- **Provided records**:

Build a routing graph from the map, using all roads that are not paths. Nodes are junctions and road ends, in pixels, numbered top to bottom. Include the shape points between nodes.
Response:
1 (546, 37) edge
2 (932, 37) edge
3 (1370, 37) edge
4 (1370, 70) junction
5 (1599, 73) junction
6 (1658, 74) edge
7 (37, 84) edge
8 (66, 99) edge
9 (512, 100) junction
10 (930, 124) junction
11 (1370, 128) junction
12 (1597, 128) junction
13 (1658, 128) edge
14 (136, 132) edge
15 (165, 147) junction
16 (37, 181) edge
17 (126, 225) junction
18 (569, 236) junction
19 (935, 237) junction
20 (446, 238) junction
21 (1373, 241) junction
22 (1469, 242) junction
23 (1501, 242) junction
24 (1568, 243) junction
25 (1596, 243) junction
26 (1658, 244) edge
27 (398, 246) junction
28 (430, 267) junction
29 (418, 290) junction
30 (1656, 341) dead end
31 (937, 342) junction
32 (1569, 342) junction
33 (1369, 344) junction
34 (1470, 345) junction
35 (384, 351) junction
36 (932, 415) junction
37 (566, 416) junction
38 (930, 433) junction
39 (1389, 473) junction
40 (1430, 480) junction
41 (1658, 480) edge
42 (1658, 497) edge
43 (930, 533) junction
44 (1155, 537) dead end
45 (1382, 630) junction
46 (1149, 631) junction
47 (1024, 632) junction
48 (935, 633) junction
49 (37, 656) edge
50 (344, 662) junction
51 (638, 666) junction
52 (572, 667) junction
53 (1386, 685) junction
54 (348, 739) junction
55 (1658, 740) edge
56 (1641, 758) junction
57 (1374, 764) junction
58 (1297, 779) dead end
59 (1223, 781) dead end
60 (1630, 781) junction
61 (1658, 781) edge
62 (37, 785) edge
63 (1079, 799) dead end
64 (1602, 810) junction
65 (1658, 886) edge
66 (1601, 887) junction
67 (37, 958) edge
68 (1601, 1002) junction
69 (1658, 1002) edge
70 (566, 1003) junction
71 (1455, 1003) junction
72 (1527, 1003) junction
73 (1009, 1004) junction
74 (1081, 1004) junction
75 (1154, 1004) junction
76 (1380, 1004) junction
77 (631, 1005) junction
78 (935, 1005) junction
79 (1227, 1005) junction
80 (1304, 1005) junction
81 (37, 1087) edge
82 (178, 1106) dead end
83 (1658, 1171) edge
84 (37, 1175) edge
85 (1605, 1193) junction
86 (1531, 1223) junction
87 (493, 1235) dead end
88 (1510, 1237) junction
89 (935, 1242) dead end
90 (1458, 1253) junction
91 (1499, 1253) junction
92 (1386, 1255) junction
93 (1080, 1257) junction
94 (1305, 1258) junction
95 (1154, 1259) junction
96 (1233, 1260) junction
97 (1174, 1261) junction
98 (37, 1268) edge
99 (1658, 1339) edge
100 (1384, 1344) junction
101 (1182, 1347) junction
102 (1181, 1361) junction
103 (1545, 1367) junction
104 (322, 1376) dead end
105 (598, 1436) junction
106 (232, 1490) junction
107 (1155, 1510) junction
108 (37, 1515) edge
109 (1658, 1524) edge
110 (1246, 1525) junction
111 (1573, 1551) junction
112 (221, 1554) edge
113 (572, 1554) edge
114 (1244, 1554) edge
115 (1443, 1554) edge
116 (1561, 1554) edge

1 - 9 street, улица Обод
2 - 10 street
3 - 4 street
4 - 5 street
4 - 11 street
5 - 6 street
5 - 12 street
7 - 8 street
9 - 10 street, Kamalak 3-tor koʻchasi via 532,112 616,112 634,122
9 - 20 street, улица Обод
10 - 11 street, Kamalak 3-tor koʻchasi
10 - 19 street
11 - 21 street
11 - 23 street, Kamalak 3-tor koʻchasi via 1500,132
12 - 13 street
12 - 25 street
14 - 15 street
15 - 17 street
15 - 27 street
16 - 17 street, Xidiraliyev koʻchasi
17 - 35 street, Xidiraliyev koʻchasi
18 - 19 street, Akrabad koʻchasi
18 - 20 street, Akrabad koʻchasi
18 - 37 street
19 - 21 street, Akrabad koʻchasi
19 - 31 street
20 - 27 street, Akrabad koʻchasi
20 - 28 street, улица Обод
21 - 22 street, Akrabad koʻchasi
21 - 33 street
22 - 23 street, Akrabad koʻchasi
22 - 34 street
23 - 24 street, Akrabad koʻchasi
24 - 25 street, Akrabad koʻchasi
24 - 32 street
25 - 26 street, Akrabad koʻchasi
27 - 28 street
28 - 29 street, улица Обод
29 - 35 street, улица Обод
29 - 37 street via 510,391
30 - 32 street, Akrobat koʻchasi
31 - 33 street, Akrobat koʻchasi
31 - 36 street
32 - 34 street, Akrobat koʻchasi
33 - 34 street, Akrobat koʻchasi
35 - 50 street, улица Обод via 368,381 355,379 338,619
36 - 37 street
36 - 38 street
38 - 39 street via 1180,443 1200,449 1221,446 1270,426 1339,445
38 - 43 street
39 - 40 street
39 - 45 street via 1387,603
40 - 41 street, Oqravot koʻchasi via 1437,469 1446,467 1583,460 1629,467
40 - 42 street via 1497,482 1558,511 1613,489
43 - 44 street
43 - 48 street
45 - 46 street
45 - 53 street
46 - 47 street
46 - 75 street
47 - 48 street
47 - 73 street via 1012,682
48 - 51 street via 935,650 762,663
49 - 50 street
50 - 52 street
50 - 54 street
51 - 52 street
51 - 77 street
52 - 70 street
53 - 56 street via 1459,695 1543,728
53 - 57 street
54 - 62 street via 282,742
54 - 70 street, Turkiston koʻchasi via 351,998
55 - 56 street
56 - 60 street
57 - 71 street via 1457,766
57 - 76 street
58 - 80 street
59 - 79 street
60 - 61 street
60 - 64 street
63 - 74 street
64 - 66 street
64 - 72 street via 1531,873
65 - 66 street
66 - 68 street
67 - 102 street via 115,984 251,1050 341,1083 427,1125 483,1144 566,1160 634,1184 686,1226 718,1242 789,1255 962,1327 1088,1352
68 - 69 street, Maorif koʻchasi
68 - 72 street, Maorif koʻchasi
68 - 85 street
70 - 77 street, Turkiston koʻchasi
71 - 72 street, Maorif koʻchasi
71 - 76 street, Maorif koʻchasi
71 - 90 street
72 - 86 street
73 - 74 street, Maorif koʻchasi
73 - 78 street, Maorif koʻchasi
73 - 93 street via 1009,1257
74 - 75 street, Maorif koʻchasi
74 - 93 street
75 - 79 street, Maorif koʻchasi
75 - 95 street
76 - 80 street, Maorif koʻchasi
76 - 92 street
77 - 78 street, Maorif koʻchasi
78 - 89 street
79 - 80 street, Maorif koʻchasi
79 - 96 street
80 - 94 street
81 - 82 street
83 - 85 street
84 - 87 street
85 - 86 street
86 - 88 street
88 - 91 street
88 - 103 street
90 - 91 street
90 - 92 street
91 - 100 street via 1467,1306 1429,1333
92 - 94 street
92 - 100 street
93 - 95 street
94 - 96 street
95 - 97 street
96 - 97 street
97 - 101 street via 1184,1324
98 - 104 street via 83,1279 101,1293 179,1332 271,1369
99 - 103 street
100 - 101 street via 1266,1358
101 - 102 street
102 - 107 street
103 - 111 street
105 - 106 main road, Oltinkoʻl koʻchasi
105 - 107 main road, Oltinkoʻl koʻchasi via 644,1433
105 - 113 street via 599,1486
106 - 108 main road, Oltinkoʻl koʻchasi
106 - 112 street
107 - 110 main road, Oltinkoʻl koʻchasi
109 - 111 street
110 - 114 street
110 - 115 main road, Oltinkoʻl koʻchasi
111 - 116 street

- **Assignment**:
Copy out the whole listing exactly; please set it all down.

- **Answer**:
Build a routing graph from the map, using all roads that are not paths. Nodes are junctions and road ends, in pixels, numbered top to bottom. Include the shape points between nodes.
Response:
1 (546, 37) edge
2 (932, 37) edge
3 (1370, 37) edge
4 (1370, 70) junction
5 (1599, 73) junction
6 (1658, 74) edge
7 (37, 84) edge
8 (66, 99) edge
9 (512, 100) junction
10 (930, 124) junction
11 (1370, 128) junction
12 (1597, 128) junction
13 (1658, 128) edge
14 (136, 132) edge
15 (165, 147) junction
16 (37, 181) edge
17 (126, 225) junction
18 (569, 236) junction
19 (935, 237) junction
20 (446, 238) junction
21 (1373, 241) junction
22 (1469, 242) junction
23 (1501, 242) junction
24 (1568, 243) junction
25 (1596, 243) junction
26 (1658, 244) edge
27 (398, 246) junction
28 (430, 267) junction
29 (418, 290) junction
30 (1656, 341) dead end
31 (937, 342) junction
32 (1569, 342) junction
33 (1369, 344) junction
34 (1470, 345) junction
35 (384, 351) junction
36 (932, 415) junction
37 (566, 416) junction
38 (930, 433) junction
39 (1389, 473) junction
40 (1430, 480) junction
41 (1658, 480) edge
42 (1658, 497) edge
43 (930, 533) junction
44 (1155, 537) dead end
45 (1382, 630) junction
46 (1149, 631) junction
47 (1024, 632) junction
48 (935, 633) junction
49 (37, 656) edge
50 (344, 662) junction
51 (638, 666) junction
52 (572, 667) junction
53 (1386, 685) junction
54 (348, 739) junction
55 (1658, 740) edge
56 (1641, 758) junction
57 (1374, 764) junction
58 (1297, 779) dead end
59 (1223, 781) dead end
60 (1630, 781) junction
61 (1658, 781) edge
62 (37, 785) edge
63 (1079, 799) dead end
64 (1602, 810) junction
65 (1658, 886) edge
66 (1601, 887) junction
67 (37, 958) edge
68 (1601, 1002) junction
69 (1658, 1002) edge
70 (566, 1003) junction
71 (1455, 1003) junction
72 (1527, 1003) junction
73 (1009, 1004) junction
74 (1081, 1004) junction
75 (1154, 1004) junction
76 (1380, 1004) junction
77 (631, 1005) junction
78 (935, 1005) junction
79 (1227, 1005) junction
80 (1304, 1005) junction
81 (37, 1087) edge
82 (178, 1106) dead end
83 (1658, 1171) edge
84 (37, 1175) edge
85 (1605, 1193) junction
86 (1531, 1223) junction
87 (493, 1235) dead end
88 (1510, 1237) junction
89 (935, 1242) dead end
90 (1458, 1253) junction
91 (1499, 1253) junction
92 (1386, 1255) junction
93 (1080, 1257) junction
94 (1305, 1258) junction
95 (1154, 1259) junction
96 (1233, 1260) junction
97 (1174, 1261) junction
98 (37, 1268) edge
99 (1658, 1339) edge
100 (1384, 1344) junction
101 (1182, 1347) junction
102 (1181, 1361) junction
103 (1545, 1367) junction
104 (322, 1376) dead end
105 (598, 1436) junction
106 (232, 1490) junction
107 (1155, 1510) junction
108 (37, 1515) edge
109 (1658, 1524) edge
110 (1246, 1525) junction
111 (1573, 1551) junction
112 (221, 1554) edge
113 (572, 1554) edge
114 (1244, 1554) edge
115 (1443, 1554) edge
116 (1561, 1554) edge

1 - 9 street, улица Обод
2 - 10 street
3 - 4 street
4 - 5 street
4 - 11 street
5 - 6 street
5 - 12 street
7 - 8 street
9 - 10 street, Kamalak 3-tor koʻchasi via 532,112 616,112 634,122
9 - 20 street, улица Обод
10 - 11 street, Kamalak 3-tor koʻchasi
10 - 19 street
11 - 21 street
11 - 23 street, Kamalak 3-tor koʻchasi via 1500,132
12 - 13 street
12 - 25 street
14 - 15 street
15 - 17 street
15 - 27 street
16 - 17 street, Xidiraliyev koʻchasi
17 - 35 street, Xidiraliyev koʻchasi
18 - 19 street, Akrabad koʻchasi
18 - 20 street, Akrabad koʻchasi
18 - 37 street
19 - 21 street, Akrabad koʻchasi
19 - 31 street
20 - 27 street, Akrabad koʻchasi
20 - 28 street, улица Обод
21 - 22 street, Akrabad koʻchasi
21 - 33 street
22 - 23 street, Akrabad koʻchasi
22 - 34 street
23 - 24 street, Akrabad koʻchasi
24 - 25 street, Akrabad koʻchasi
24 - 32 street
25 - 26 street, Akrabad koʻchasi
27 - 28 street
28 - 29 street, улица Обод
29 - 35 street, улица Обод
29 - 37 street via 510,391
30 - 32 street, Akrobat koʻchasi
31 - 33 street, Akrobat koʻchasi
31 - 36 street
32 - 34 street, Akrobat koʻchasi
33 - 34 street, Akrobat koʻchasi
35 - 50 street, улица Обод via 368,381 355,379 338,619
36 - 37 street
36 - 38 street
38 - 39 street via 1180,443 1200,449 1221,446 1270,426 1339,445
38 - 43 street
39 - 40 street
39 - 45 street via 1387,603
40 - 41 street, Oqravot koʻchasi via 1437,469 1446,467 1583,460 1629,467
40 - 42 street via 1497,482 1558,511 1613,489
43 - 44 street
43 - 48 street
45 - 46 street
45 - 53 street
46 - 47 street
46 - 75 street
47 - 48 street
47 - 73 street via 1012,682
48 - 51 street via 935,650 762,663
49 - 50 street
50 - 52 street
50 - 54 street
51 - 52 street
51 - 77 street
52 - 70 street
53 - 56 street via 1459,695 1543,728
53 - 57 street
54 - 62 street via 282,742
54 - 70 street, Turkiston koʻchasi via 351,998
55 - 56 street
56 - 60 street
57 - 71 street via 1457,766
57 - 76 street
58 - 80 street
59 - 79 street
60 - 61 street
60 - 64 street
63 - 74 street
64 - 66 street
64 - 72 street via 1531,873
65 - 66 street
66 - 68 street
67 - 102 street via 115,984 251,1050 341,1083 427,1125 483,1144 566,1160 634,1184 686,1226 718,1242 789,1255 962,1327 1088,1352
68 - 69 street, Maorif koʻchasi
68 - 72 street, Maorif koʻchasi
68 - 85 street
70 - 77 street, Turkiston koʻchasi
71 - 72 street, Maorif koʻchasi
71 - 76 street, Maorif koʻchasi
71 - 90 street
72 - 86 street
73 - 74 street, Maorif koʻchasi
73 - 78 street, Maorif koʻchasi
73 - 93 street via 1009,1257
74 - 75 street, Maorif koʻchasi
74 - 93 street
75 - 79 street, Maorif koʻchasi
75 - 95 street
76 - 80 street, Maorif koʻchasi
76 - 92 street
77 - 78 street, Maorif koʻchasi
78 - 89 street
79 - 80 street, Maorif koʻchasi
79 - 96 street
80 - 94 street
81 - 82 street
83 - 85 street
84 - 87 street
85 - 86 street
86 - 88 street
88 - 91 street
88 - 103 street
90 - 91 street
90 - 92 street
91 - 100 street via 1467,1306 1429,1333
92 - 94 street
92 - 100 street
93 - 95 street
94 - 96 street
95 - 97 street
96 - 97 street
97 - 101 street via 1184,1324
98 - 104 street via 83,1279 101,1293 179,1332 271,1369
99 - 103 street
100 - 101 street via 1266,1358
101 - 102 street
102 - 107 street
103 - 111 street
105 - 106 main road, Oltinkoʻl koʻchasi
105 - 107 main road, Oltinkoʻl koʻchasi via 644,1433
105 - 113 street via 599,1486
106 - 108 main road, Oltinkoʻl koʻchasi
106 - 112 street
107 - 110 main road, Oltinkoʻl koʻchasi
109 - 111 street
110 - 114 street
110 - 115 main road, Oltinkoʻl koʻchasi
111 - 116 street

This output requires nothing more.